WHAT IS BEING ASKED —
What follows is a set of entries. Repeat them exactly, but not their pictures.

[Stored data]
______________________________

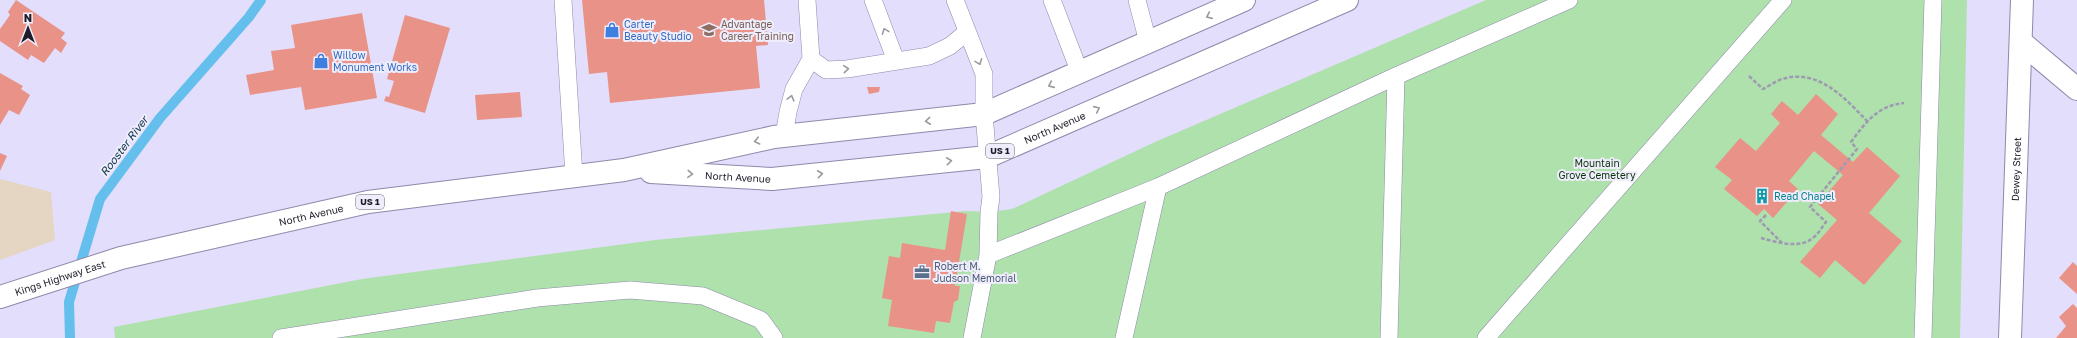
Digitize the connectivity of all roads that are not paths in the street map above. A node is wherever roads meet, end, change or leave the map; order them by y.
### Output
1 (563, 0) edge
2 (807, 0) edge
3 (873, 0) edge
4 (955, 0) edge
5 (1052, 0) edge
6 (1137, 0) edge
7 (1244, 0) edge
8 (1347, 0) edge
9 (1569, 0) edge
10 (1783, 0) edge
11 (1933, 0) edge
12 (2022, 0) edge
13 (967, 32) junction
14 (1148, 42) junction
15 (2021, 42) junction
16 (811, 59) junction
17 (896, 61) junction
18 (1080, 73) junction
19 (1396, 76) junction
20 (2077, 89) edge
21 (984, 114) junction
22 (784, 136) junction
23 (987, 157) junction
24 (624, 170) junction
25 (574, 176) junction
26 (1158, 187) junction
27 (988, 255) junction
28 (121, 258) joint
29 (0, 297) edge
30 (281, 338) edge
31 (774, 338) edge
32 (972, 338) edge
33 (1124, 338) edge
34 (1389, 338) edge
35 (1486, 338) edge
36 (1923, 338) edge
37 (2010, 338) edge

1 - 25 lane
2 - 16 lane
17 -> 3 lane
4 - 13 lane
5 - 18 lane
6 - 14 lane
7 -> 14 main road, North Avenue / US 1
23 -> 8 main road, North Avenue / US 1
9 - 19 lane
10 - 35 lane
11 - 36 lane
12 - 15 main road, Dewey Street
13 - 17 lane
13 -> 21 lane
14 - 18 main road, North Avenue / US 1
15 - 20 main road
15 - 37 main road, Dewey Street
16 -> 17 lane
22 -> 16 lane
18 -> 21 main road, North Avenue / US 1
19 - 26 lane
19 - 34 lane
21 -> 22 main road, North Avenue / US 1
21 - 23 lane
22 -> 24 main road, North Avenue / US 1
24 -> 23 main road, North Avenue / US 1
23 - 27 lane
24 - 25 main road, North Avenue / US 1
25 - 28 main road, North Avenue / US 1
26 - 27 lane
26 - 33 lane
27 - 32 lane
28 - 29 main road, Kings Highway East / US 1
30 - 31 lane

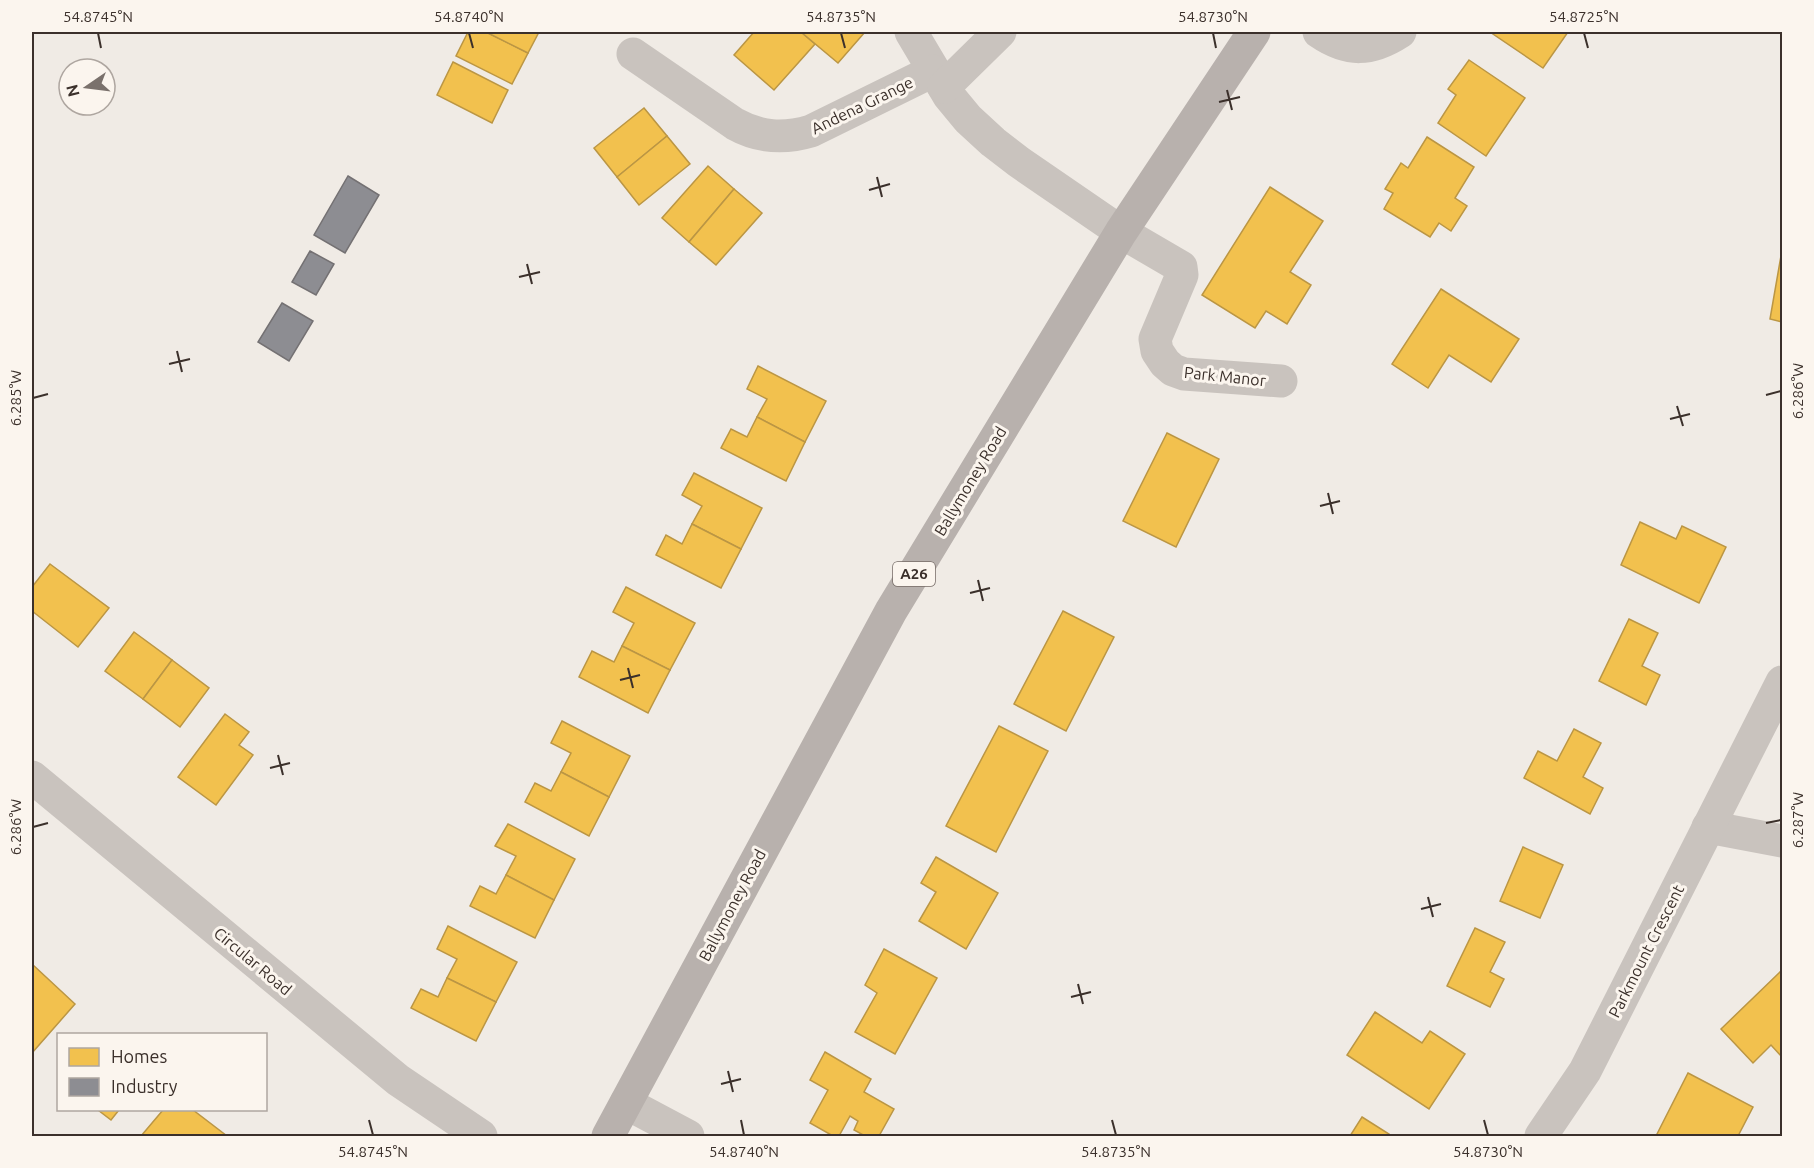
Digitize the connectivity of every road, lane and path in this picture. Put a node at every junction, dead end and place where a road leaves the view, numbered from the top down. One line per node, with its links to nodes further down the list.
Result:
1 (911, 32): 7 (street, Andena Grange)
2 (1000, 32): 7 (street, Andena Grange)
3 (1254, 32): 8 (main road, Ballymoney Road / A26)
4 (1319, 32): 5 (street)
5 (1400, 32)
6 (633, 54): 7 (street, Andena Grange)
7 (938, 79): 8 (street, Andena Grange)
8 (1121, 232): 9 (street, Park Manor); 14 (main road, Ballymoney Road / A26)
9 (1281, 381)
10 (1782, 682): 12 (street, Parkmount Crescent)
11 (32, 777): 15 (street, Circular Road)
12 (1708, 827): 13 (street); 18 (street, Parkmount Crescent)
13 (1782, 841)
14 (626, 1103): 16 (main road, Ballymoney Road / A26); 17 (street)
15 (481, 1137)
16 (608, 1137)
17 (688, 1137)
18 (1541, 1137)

______________________________

RESULT OF THE TASK —
Digitize the connectivity of all roads that are not paths in the street map above. A node is wherever roads meet, end, change or leave the map; order them by y.
### Output
1 (563, 0) edge
2 (807, 0) edge
3 (873, 0) edge
4 (955, 0) edge
5 (1052, 0) edge
6 (1137, 0) edge
7 (1244, 0) edge
8 (1347, 0) edge
9 (1569, 0) edge
10 (1783, 0) edge
11 (1933, 0) edge
12 (2022, 0) edge
13 (967, 32) junction
14 (1148, 42) junction
15 (2021, 42) junction
16 (811, 59) junction
17 (896, 61) junction
18 (1080, 73) junction
19 (1396, 76) junction
20 (2077, 89) edge
21 (984, 114) junction
22 (784, 136) junction
23 (987, 157) junction
24 (624, 170) junction
25 (574, 176) junction
26 (1158, 187) junction
27 (988, 255) junction
28 (121, 258) joint
29 (0, 297) edge
30 (281, 338) edge
31 (774, 338) edge
32 (972, 338) edge
33 (1124, 338) edge
34 (1389, 338) edge
35 (1486, 338) edge
36 (1923, 338) edge
37 (2010, 338) edge

1 - 25 lane
2 - 16 lane
17 -> 3 lane
4 - 13 lane
5 - 18 lane
6 - 14 lane
7 -> 14 main road, North Avenue / US 1
23 -> 8 main road, North Avenue / US 1
9 - 19 lane
10 - 35 lane
11 - 36 lane
12 - 15 main road, Dewey Street
13 - 17 lane
13 -> 21 lane
14 - 18 main road, North Avenue / US 1
15 - 20 main road
15 - 37 main road, Dewey Street
16 -> 17 lane
22 -> 16 lane
18 -> 21 main road, North Avenue / US 1
19 - 26 lane
19 - 34 lane
21 -> 22 main road, North Avenue / US 1
21 - 23 lane
22 -> 24 main road, North Avenue / US 1
24 -> 23 main road, North Avenue / US 1
23 - 27 lane
24 - 25 main road, North Avenue / US 1
25 - 28 main road, North Avenue / US 1
26 - 27 lane
26 - 33 lane
27 - 32 lane
28 - 29 main road, Kings Highway East / US 1
30 - 31 lane

Digitize the connectivity of every road, lane and path in this picture. Put a node at every junction, dead end and place where a road leaves the view, numbered from the top down. One line per node, with its links to nodes further down the list.
Result:
1 (911, 32): 7 (street, Andena Grange)
2 (1000, 32): 7 (street, Andena Grange)
3 (1254, 32): 8 (main road, Ballymoney Road / A26)
4 (1319, 32): 5 (street)
5 (1400, 32)
6 (633, 54): 7 (street, Andena Grange)
7 (938, 79): 8 (street, Andena Grange)
8 (1121, 232): 9 (street, Park Manor); 14 (main road, Ballymoney Road / A26)
9 (1281, 381)
10 (1782, 682): 12 (street, Parkmount Crescent)
11 (32, 777): 15 (street, Circular Road)
12 (1708, 827): 13 (street); 18 (street, Parkmount Crescent)
13 (1782, 841)
14 (626, 1103): 16 (main road, Ballymoney Road / A26); 17 (street)
15 (481, 1137)
16 (608, 1137)
17 (688, 1137)
18 (1541, 1137)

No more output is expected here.